Как философ всем главным в своей мысли он обязан самому себе. Конечно, он изучал Гуссерля и Хайдеггера в 1933–1934 годах в Берлине; я познакомил его однажды, на террасе кафе, с феноменологией, и из книги Симоны де Бовуар известно, до какой степени его потрясло это откровение — метод, отвечавший его потребностям, духу его творчества. Однако и феноменология, и «Sein und Zeit» («Бытие и время») дали ему не много, если не считать терминологии, самое большее — подхода. Он разработал для себя Weltanschauung, мировидение, структурированное посредством «бытия-в-себе» и «бытия-для-себя»: с одной стороны, вещь в своей инертной материальности, в своей бессмысленности, с другой — сознание в постоянных поисках себя самого, никогда не совпадающее с самим собой и, однако, являющееся первопричиной смысла и творящее этот смысл. В отсутствие сознания все лишено смысла, а между тем оно само — в некотором роде ничто.
Бытие-для-себя, это наполовину прозрачное сознание, эту свободную волю, подобную воле Бога, Сартр не вычитал из книг, а обнаружил в себе. Следуя Декарту, он, по крайней мере в молодости, не думал, что психоанализ способен сказать ему что-либо новое о нем самом. Сартр хочет, чтобы это гордое бытие-для-себя несло безусловную ответственность как за себя самого, так и за всех других. Запертое в своем одиночестве, утомленное тщетными поисками бытия, бытие-для-себя стремится установить с другими подлинную связь, вне социальной комедии, так, чтобы ни одна сторона не объективировала другую и, следовательно, не подвергала отчуждению свободу другой.
«Бытие и ничто» мне еще и сегодня кажется вне сравнения, лучшей из его философских работ, самым точным отражением его мировоззрения; эта книга рассматривает многочисленные антиномии человеческого существования, изобилует экзистенциальными темами, дающими простор для литературных вариаций. «Критика диалектического разума» только по видимости отрицает «Бытие и ничто»; однако в этом сочинении Сартр заново помещает бытие-для-себя в социальную действительность, переосмысливает его на марксистский лад, окрестив praxis, заполняет пустоту свободы, которой наделено бытие-для-себя, способами существования и действия, вытекающими из социализации, и при этом пытается, посредством не столько убедительной, сколько изощренной диалектики, сохранить то просвечивающее, приговоренное к свободе, бытие-для-себя, о котором говорило «Бытие и ничто».

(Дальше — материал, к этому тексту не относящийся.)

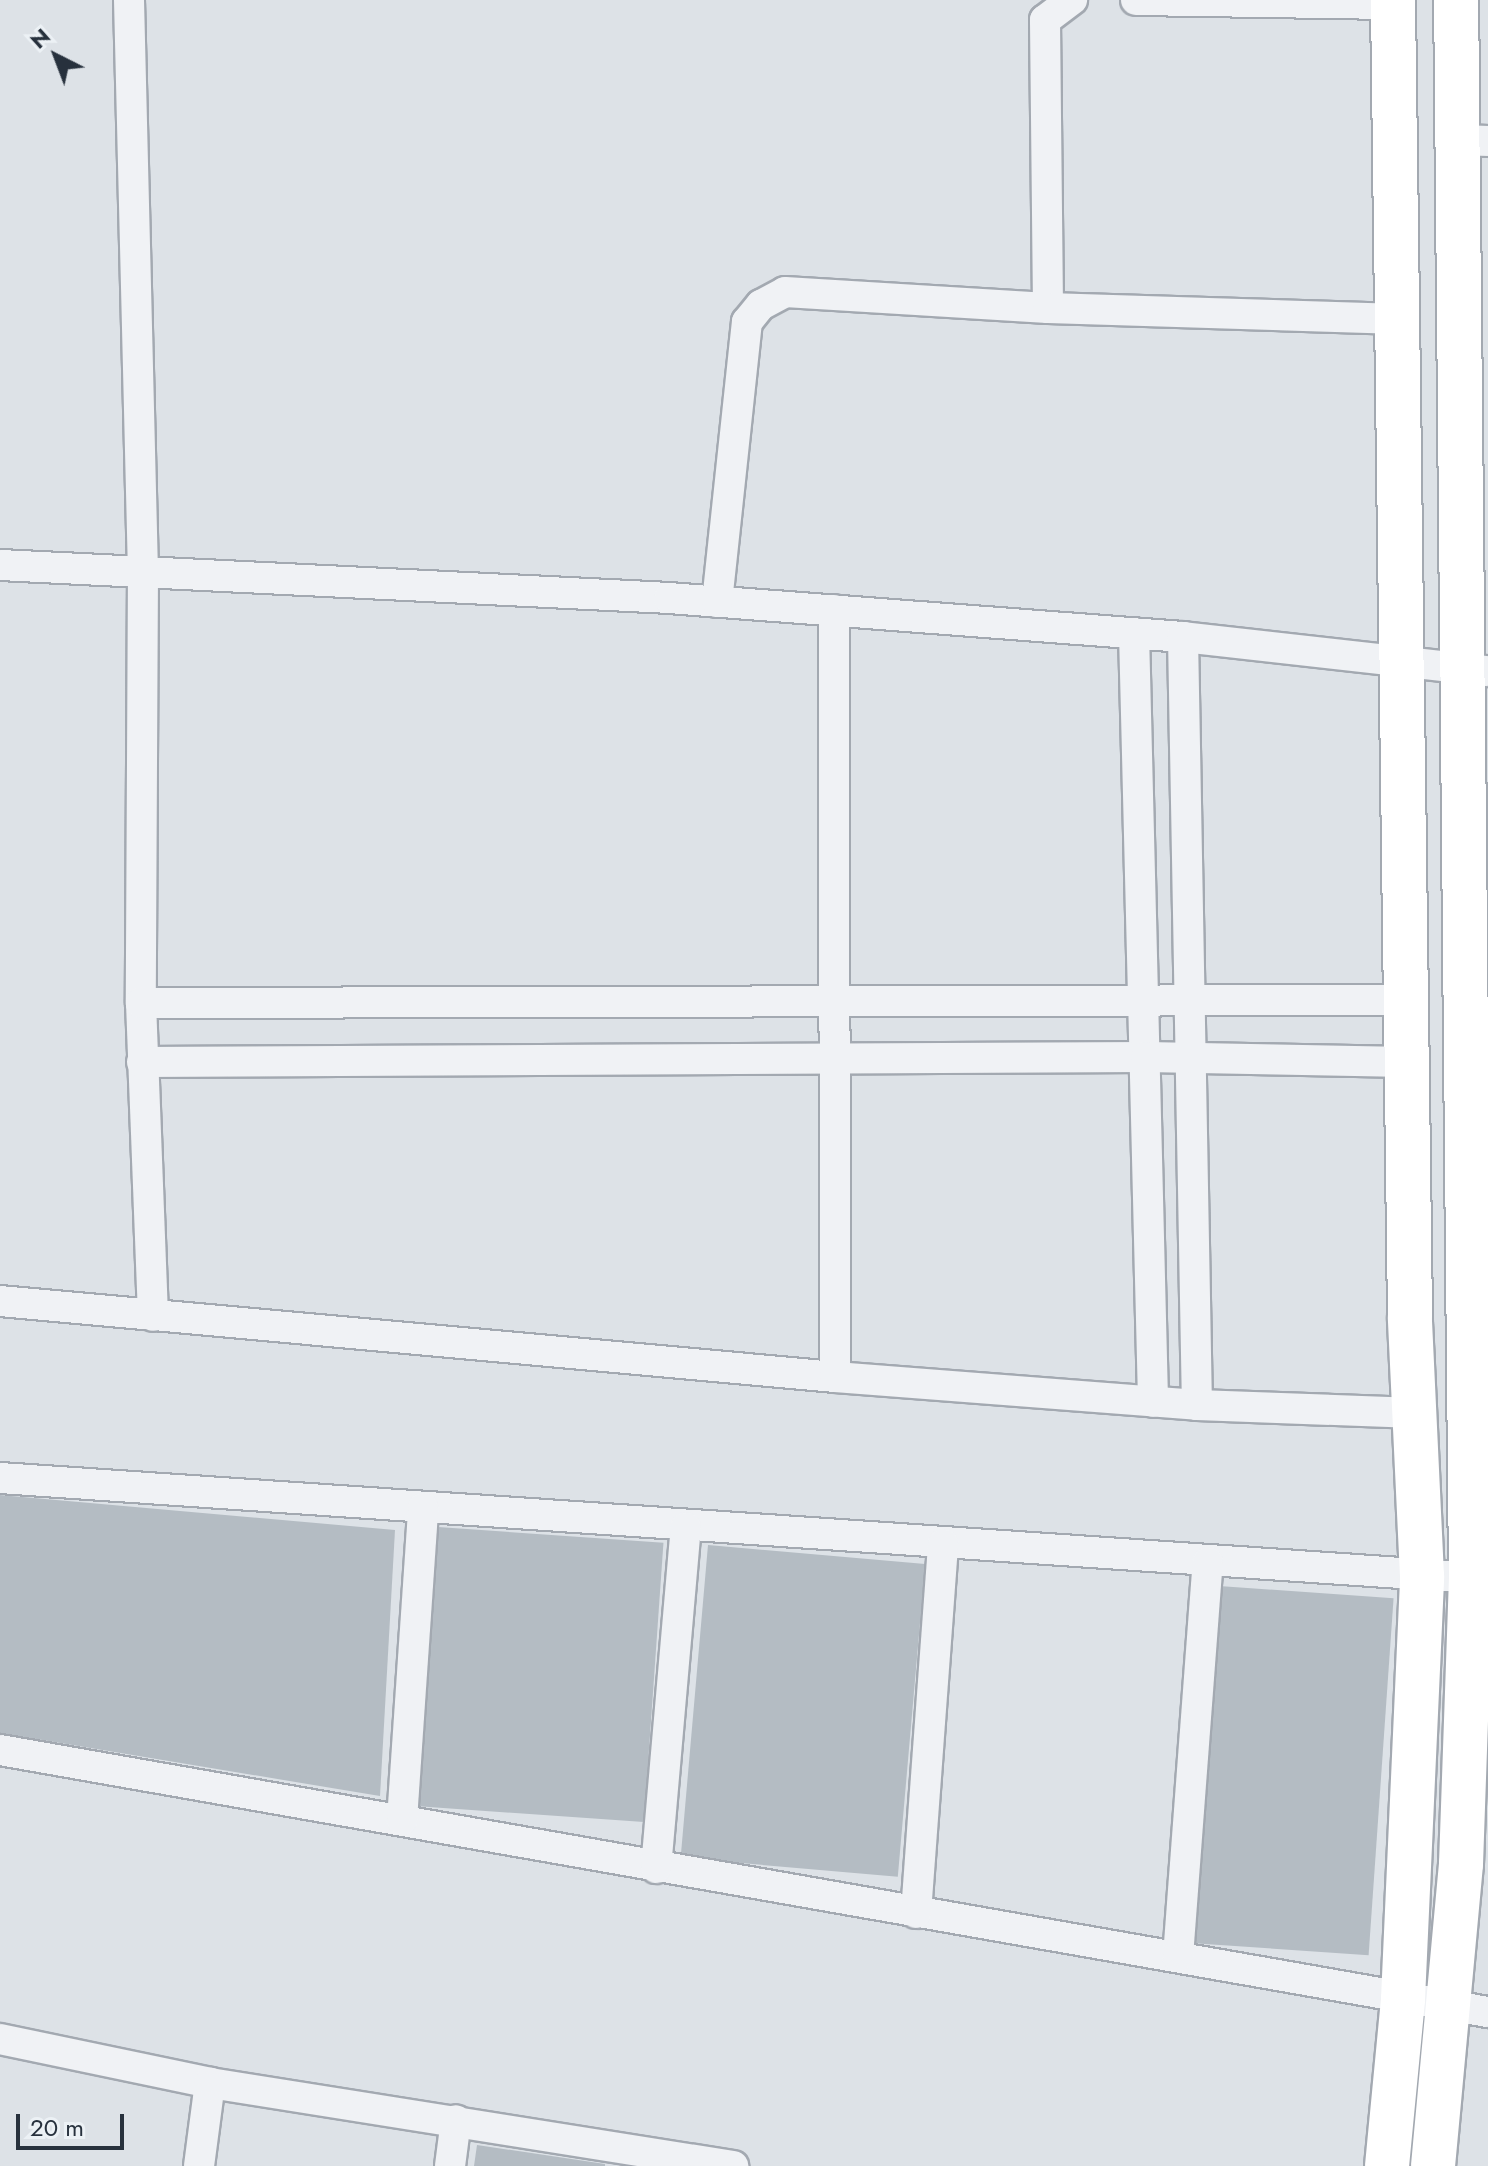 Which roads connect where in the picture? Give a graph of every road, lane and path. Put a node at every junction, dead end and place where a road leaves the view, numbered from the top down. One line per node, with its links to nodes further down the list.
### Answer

Почему Сартр испытывает потребность уверенно заявлять, что марксизм (который он вряд ли основательно изучал) являет собой непреложную истину, исторический момент в развитии мысли? Оставим в стороне многочисленные психологические и социальные истолкования, приходящие на ум. Пусть читатель задумается о том Сартре, который, не питая иллюзий, готов посвятить себя делу образования народа, если революция даст человечеству возможность нового старта. Достигнув славы благодаря «Тошноте», «Стене» («Le Mur»), пьесам «Мухи» и «За запертой дверью», он на другой день после войны оказался во Франции и в мире, раздираемых, помимо соперничества великих держав, еще и философскими распрями, как предсказал некогда Ницше. Ненавидя нутром буржуазию, Сартр не мог выбрать западный, американский, капиталистический лагерь. И он то делал ставку на другой лагерь, то мечтал о некоем третьем. Этот поиск партии или стран, посвятивших себя революции и свободе, привел его в Москву и в Гавану, заставил совершить странные паломничества, хотя он и не переступал при этом порога дома. В течение нескольких лет, худших лет сталинизма, Сартр стоял на позициях попутчика. Еще в «Критике диалектического разума», то есть в начале 60-х, он колебался между советским марксизмом-ленинизмом и гошизмом.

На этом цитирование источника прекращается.